The 'Friends of Marcia Powell' are autonomous groups and individuals engaging in prisoner outreach, informal advocacy, and organized protest and direct actions in a sustained campaign to: promote prisoner rights and welfare in America; engage the Arizona public in a creative and thoughtful critique of our system of "justice;” deconstruct the prison industrial complex; and dismantle this racist, classist patriarchy...

Retiring "Free Marcia Powell"

As of December 2, 2010 (with occasional exceptions) I'm retiring this blog to direct more of my time and energy into prisoner rights and my other blogs; I just can't do anyone justice when spread so thin. I'll keep the site open so folks can search the archives and use the links, but won't be updating it with new posts. If you're looking for the latest, try Arizona Prison Watch. Most of the pieces posted here were cross-posted to one or both of those sites already.

Thanks for visiting. Peace out - Peg.

Wednesday, September 30, 2009

The Weight

Monday, June 1, 2009

Though I may be complicit in the conduct of my government when I don't actively resist, I have never personally taken someone else's life, and can't imagine how that must be to live with. I've been thinking about that a lot lately - not just about what it meant to Marcia or to the community for her to die that way, but what it meant to those on duty in that guard station that day.

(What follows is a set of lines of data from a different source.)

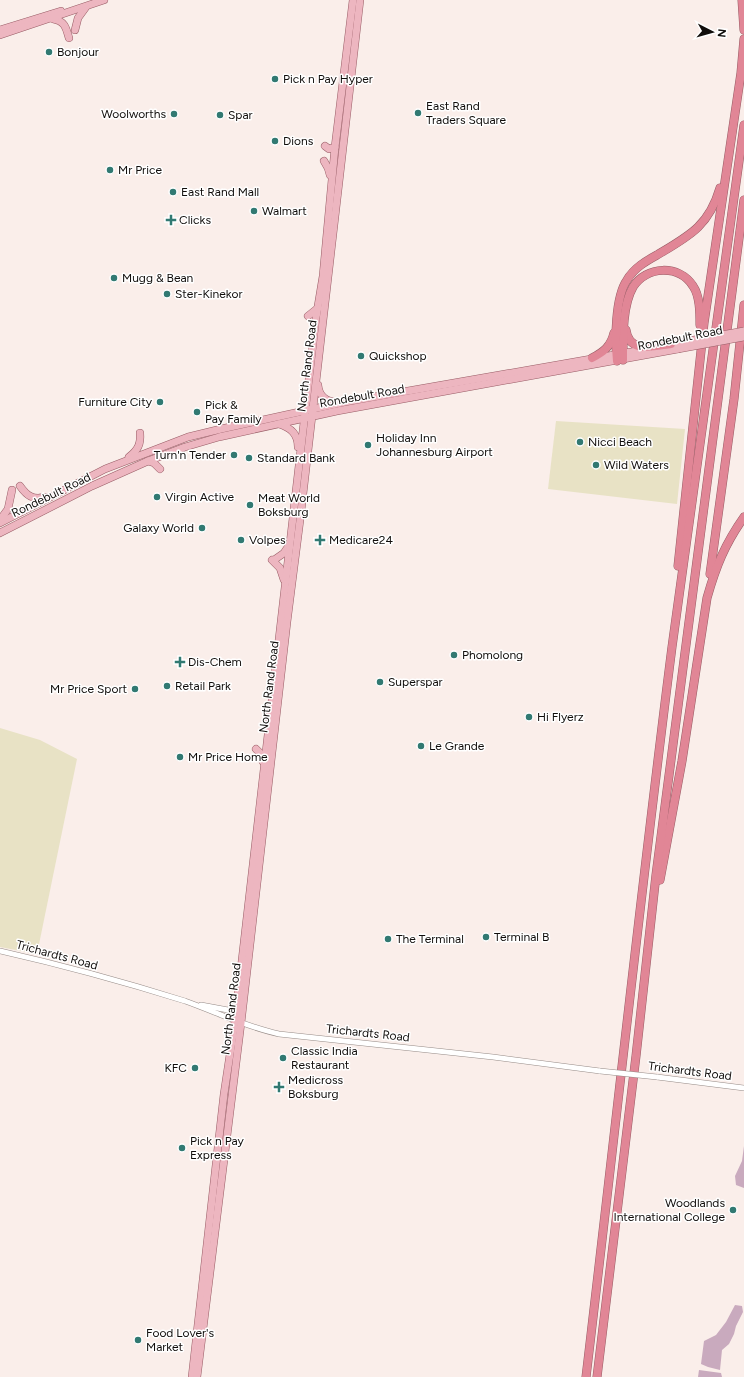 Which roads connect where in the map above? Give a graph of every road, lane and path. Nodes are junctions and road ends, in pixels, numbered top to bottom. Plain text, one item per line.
1 (104, 0) edge
2 (353, 0) edge
3 (360, 0) edge
4 (742, 0) edge
5 (88, 3) edge
6 (50, 19) junction
7 (0, 30) edge
8 (75, 30) dead end
9 (744, 30) edge
10 (0, 35) edge
11 (69, 38) dead end
12 (744, 39) edge
13 (744, 125) edge
14 (731, 141) junction
15 (324, 146) dead end
16 (335, 147) junction
17 (324, 161) dead end
18 (330, 195) junction
19 (744, 200) edge
20 (618, 305) junction
21 (744, 305) edge
22 (318, 308) junction
23 (308, 316) dead end
24 (625, 321) junction
25 (744, 331) edge
26 (744, 337) edge
27 (675, 346) junction
28 (620, 357) junction
29 (592, 358) junction
30 (700, 364) junction
31 (318, 368) junction
32 (346, 402) junction
33 (309, 409) junction
34 (337, 411) junction
35 (308, 417) junction
36 (277, 424) junction
37 (140, 433) dead end
38 (310, 434) junction
39 (121, 462) junction
40 (148, 462) junction
41 (299, 465) junction
42 (160, 469) dead end
43 (20, 486) dead end
44 (12, 490) dead end
45 (51, 496) junction
46 (744, 517) edge
47 (0, 520) edge
48 (0, 523) edge
49 (0, 533) edge
50 (290, 544) junction
51 (285, 582) junction
52 (707, 598) junction
53 (673, 645) junction
54 (256, 749) dead end
55 (264, 766) junction
56 (256, 859) junction
57 (0, 951) edge
58 (186, 1002) junction
59 (237, 1002) junction
60 (238, 1022) junction
61 (636, 1056) junction
62 (744, 1088) edge
63 (192, 1377) edge
64 (197, 1377) edge
65 (586, 1377) edge
66 (597, 1377) edge

1 - 5 main road
2 - 16 main road, North Rand Road
3 - 31 main road, North Rand Road
4 - 9 highway
5 - 6 main road
5 - 7 main road
5 - 8 main road
6 - 10 main road
6 - 11 main road
12 - 14 highway
13 - 53 highway
14 - 20 highway
14 - 30 highway
15 - 16 main road
16 - 18 main road, North Rand Road
17 - 18 main road
18 - 22 main road, North Rand Road
19 - 61 highway
20 - 28 highway
20 - 29 highway
21 - 52 highway
22 - 23 main road
22 - 33 main road, North Rand Road
24 - 27 highway
24 - 28 highway
24 - 30 highway
25 - 27 main road, Rondebult Road, bridge
26 - 27 main road, Rondebult Road, bridge
27 - 28 main road, Rondebult Road
28 - 29 main road, Rondebult Road
28 - 34 main road, Rondebult Road
29 - 32 main road, Rondebult Road
30 - 53 highway
31 - 32 main road
31 - 33 main road, North Rand Road
32 - 33 main road, Rondebult Road
33 - 35 main road, North Rand Road
33 - 39 main road, Rondebult Road
34 - 35 main road, Rondebult Road
34 - 38 main road
35 - 36 main road, Rondebult Road
35 - 38 main road, North Rand Road
35 - 41 main road, North Rand Road
36 - 40 main road, Rondebult Road
36 - 41 main road
37 - 39 main road
38 - 56 main road, North Rand Road
39 - 45 main road, Rondebult Road
40 - 42 main road
40 - 49 main road, Rondebult Road
41 - 50 main road, North Rand Road
43 - 45 main road
44 - 47 main road
45 - 48 main road, Rondebult Road
46 - 52 highway
50 - 51 main road, North Rand Road
50 - 51 main road
51 - 55 main road, North Rand Road
52 - 61 highway
53 - 65 highway
54 - 55 main road
55 - 56 main road, North Rand Road
56 - 59 main road, North Rand Road
56 - 60 main road, North Rand Road
57 - 58 street, Trichardts Road
58 - 59 street
58 - 60 street, Trichardts Road
59 - 60 main road, North Rand Road
60 - 62 street, Trichardts Road, bridge
60 - 63 main road, North Rand Road
60 - 64 main road, North Rand Road
61 - 66 highway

It must be an incredibly heavy weight to carry. It's the worst burden I can imagine. Working with people who were homeless for so many years, that was one of my greatest fears: not that I would be held liable, but that I might be responsible, for doing or not doing something that resulted in someone losing their life. Their health was so fragile, and in the streets they really had no place to hide from either cops or criminals; they were often brutalized or arrested, sometimes both. So, I feel for whomever carries even a portion of this weight.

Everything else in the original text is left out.